→ **Task statement**
Check each line of the data for "Bytomska" and select those that have it.

Data entries
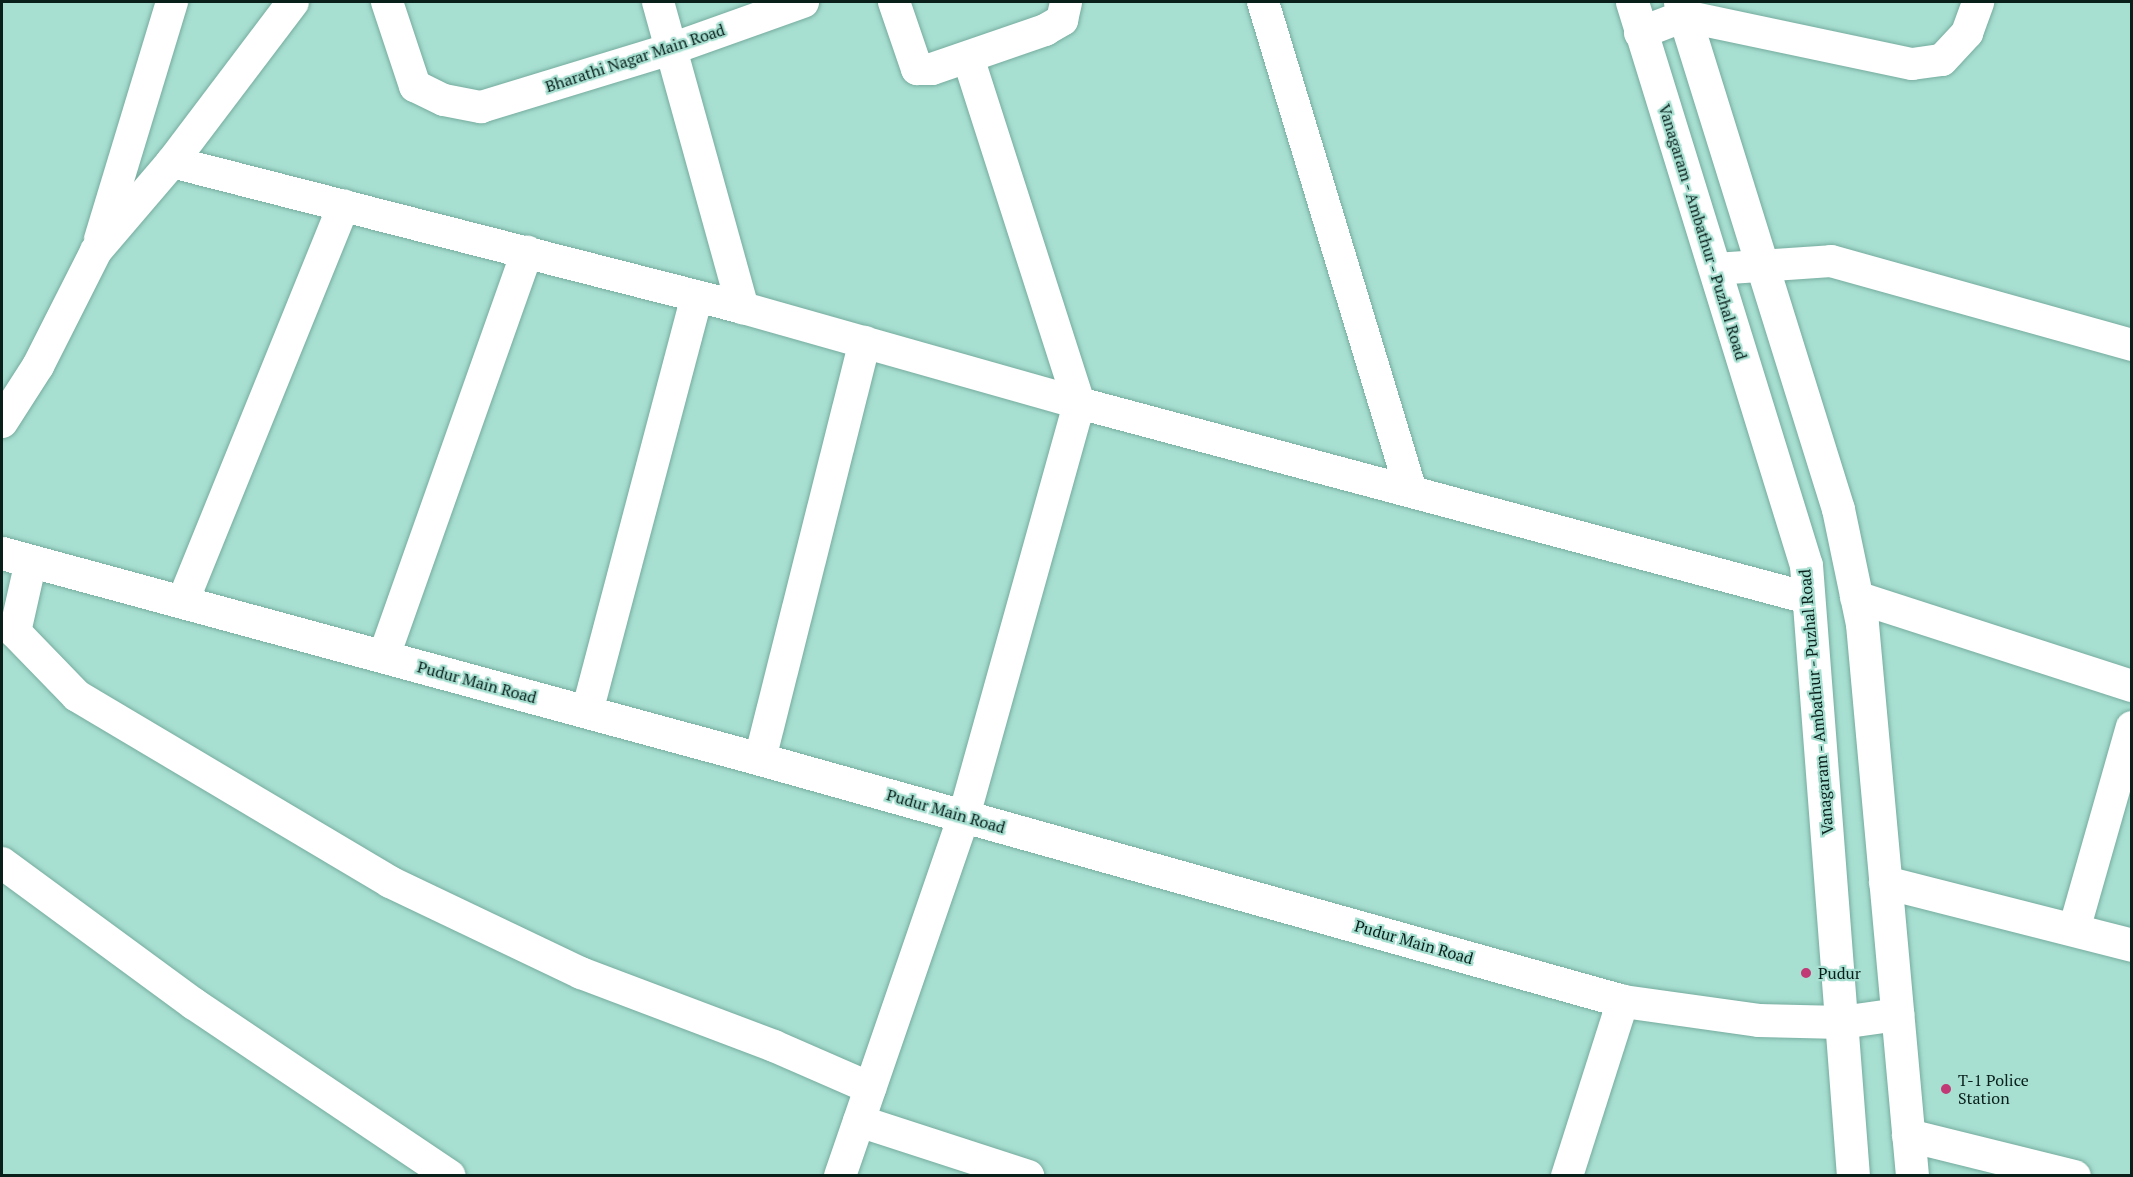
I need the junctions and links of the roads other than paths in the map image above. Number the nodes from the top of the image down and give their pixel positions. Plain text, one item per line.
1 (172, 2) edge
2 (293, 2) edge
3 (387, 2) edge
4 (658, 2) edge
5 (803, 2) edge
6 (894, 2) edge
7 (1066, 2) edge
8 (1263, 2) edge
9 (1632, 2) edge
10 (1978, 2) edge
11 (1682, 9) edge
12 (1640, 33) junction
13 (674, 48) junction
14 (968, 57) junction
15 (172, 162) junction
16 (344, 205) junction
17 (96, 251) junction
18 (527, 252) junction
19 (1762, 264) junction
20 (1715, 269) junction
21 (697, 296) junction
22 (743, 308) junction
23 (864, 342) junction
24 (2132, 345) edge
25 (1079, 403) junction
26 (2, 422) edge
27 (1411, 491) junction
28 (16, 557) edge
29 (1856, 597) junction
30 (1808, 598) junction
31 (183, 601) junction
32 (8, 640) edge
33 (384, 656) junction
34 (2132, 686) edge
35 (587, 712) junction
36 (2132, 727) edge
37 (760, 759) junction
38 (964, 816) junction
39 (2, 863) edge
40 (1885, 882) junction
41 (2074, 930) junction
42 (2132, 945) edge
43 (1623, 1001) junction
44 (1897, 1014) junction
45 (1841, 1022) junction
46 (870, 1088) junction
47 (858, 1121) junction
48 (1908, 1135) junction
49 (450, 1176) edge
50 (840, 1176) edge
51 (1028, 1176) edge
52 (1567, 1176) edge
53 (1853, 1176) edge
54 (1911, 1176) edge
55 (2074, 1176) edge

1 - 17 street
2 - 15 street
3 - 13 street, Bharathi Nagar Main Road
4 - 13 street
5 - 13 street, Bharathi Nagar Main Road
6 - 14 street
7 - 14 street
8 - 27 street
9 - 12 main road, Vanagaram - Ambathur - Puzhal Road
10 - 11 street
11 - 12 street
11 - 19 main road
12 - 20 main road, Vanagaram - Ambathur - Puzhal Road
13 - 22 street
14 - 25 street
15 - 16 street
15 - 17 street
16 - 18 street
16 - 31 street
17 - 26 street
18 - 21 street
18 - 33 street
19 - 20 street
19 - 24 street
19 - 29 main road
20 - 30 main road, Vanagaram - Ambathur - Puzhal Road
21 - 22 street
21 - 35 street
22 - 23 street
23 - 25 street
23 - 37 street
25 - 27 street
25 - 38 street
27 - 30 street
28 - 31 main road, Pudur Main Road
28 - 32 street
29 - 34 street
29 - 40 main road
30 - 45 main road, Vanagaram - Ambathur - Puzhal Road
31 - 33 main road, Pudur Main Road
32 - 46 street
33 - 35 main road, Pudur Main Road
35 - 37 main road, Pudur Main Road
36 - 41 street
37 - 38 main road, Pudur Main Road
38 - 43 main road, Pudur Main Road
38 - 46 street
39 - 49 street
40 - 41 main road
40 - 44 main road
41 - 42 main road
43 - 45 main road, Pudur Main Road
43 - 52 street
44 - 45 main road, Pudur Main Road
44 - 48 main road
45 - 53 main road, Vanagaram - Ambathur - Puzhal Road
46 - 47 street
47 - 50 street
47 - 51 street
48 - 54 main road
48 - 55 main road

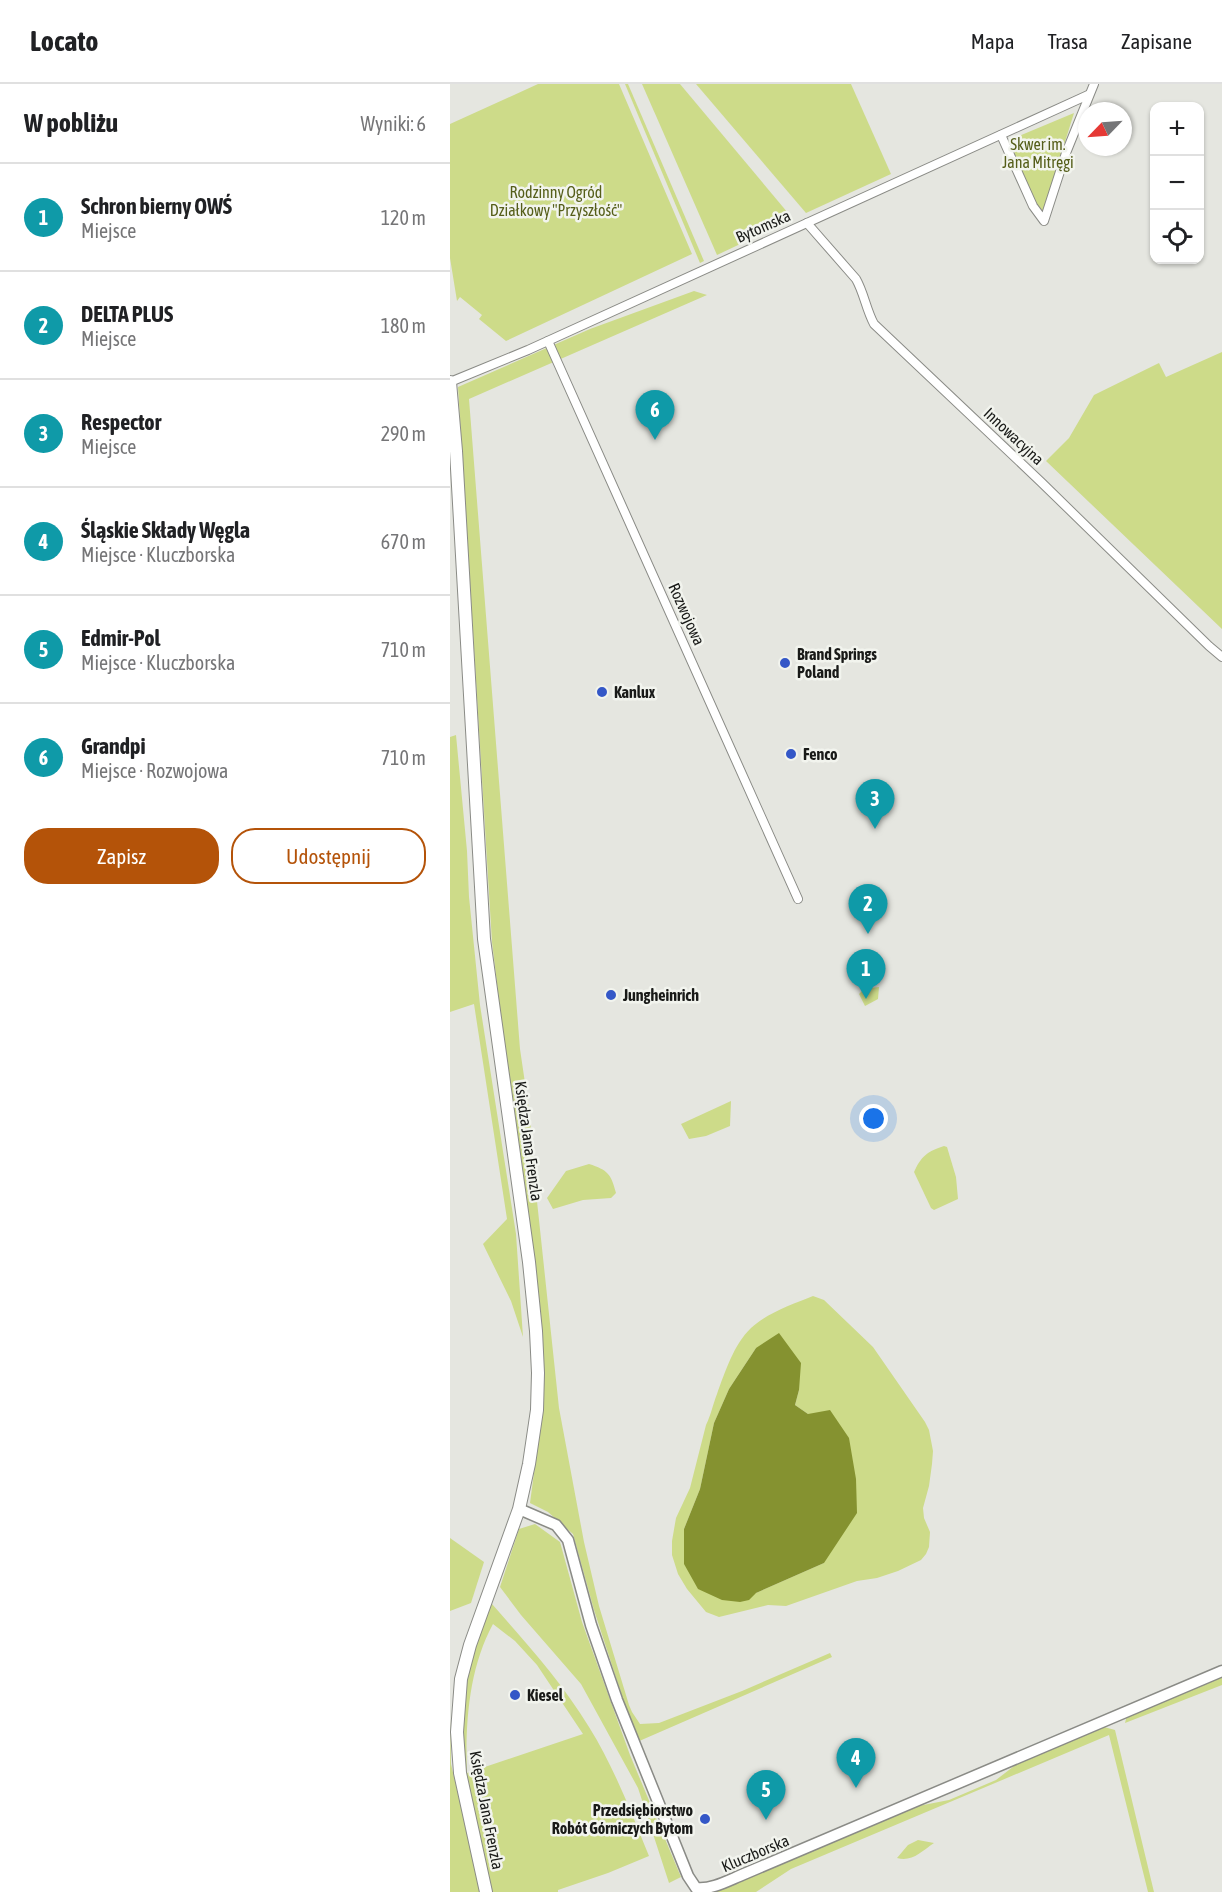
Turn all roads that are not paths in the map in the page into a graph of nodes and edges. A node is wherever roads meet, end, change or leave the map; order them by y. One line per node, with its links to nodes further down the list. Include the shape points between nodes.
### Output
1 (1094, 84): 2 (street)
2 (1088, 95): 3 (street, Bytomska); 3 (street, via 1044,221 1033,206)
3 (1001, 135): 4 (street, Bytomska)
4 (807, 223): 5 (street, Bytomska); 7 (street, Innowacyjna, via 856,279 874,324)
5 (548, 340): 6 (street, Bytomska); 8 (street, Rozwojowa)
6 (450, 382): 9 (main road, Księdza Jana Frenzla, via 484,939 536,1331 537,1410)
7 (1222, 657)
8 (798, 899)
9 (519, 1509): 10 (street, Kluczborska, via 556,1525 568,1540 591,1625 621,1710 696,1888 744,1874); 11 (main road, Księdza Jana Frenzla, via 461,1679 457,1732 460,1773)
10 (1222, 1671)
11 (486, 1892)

→ **Answer space**
2 (1088, 95): 3 (street, Bytomska); 3 (street, via 1044,221 1033,206)
3 (1001, 135): 4 (street, Bytomska)
4 (807, 223): 5 (street, Bytomska); 7 (street, Innowacyjna, via 856,279 874,324)
5 (548, 340): 6 (street, Bytomska); 8 (street, Rozwojowa)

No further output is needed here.